These people did not receive justice in this life. According to atheism, since death is the end, there is no next life in which justice could be done. If there is no Final Judge, there can be no ultimate justice.
But the resurrection declares that justice is not an illusion and that our desire for justice is not futile. The abusers, terrorists and evil men and women of this world will one day be brought to justice. When I have tried to make this point to atheists, they often say that the thing to do is to work for justice in this world. I, of course, agree—working for justice is a Christian duty. But I also point out to them that this does not go any distance towards solving the matter of ultimate justice. Atheism, by definition, knows none. Atheism is an affront to our moral sense.
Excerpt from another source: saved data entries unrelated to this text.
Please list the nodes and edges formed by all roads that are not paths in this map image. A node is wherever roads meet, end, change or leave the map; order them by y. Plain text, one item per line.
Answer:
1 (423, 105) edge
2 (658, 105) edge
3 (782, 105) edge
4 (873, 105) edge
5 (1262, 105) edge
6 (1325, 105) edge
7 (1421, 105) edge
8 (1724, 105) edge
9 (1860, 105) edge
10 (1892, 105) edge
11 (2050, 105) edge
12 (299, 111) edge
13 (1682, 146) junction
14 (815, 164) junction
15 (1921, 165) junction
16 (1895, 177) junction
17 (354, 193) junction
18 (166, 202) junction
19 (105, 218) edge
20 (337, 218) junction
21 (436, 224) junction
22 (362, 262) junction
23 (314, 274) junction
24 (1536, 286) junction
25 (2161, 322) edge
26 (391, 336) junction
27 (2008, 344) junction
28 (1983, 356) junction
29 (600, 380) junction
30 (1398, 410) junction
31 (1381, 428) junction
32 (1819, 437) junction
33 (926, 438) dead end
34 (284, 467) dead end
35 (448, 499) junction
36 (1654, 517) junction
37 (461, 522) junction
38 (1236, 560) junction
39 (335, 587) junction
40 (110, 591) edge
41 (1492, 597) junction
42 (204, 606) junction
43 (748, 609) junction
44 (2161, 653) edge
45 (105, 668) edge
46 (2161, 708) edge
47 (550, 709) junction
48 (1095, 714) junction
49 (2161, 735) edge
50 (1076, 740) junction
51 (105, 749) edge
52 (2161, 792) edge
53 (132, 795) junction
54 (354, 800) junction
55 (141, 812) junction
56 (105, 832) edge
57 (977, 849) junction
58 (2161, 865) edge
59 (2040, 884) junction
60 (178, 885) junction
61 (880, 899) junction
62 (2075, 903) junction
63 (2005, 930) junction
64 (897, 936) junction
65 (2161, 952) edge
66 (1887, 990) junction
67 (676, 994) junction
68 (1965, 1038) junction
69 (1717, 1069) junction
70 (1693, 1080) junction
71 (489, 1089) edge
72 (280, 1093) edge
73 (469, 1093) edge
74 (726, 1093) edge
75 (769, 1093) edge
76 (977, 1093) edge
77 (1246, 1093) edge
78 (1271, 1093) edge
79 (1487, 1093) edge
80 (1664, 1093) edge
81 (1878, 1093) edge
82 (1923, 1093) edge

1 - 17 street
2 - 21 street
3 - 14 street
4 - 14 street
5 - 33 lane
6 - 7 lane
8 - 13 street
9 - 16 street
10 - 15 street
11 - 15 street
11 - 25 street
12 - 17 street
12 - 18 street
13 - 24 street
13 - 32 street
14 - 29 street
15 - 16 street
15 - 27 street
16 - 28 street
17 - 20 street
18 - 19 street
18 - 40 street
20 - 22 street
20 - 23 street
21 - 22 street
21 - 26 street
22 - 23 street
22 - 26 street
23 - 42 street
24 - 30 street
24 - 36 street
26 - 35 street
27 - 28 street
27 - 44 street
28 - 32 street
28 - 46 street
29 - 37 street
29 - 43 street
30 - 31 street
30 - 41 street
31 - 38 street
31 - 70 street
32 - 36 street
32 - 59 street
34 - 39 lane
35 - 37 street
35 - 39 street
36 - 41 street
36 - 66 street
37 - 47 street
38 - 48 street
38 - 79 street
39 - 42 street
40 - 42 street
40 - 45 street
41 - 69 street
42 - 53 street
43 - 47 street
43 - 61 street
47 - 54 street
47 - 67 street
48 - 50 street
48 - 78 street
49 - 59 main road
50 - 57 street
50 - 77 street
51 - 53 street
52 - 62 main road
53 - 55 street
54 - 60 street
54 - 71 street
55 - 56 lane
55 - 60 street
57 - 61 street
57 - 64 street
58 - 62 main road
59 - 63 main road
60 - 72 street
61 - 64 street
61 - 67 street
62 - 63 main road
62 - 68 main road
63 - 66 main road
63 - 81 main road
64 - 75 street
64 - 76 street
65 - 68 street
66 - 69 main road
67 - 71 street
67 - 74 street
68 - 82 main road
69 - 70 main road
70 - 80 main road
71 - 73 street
By contrast, the biblical view is that ultimate justice is very real. God is the authority behind the moral law, and he will be its Vindicator. There will, in consequence, be a final judgment, when perfect justice will be done in respect of every injustice that has ever been committed from earth’s beginning to its end. Justice is not a mockery.
When the Christian apostle Paul lectured to the philosophers at the Areopagus Council in Athens, he told his audience that Jesus had been raised from the dead and appointed Judge of the world; a fact that guarantees that there will eventually be an ultimate answer to the deepest human questions.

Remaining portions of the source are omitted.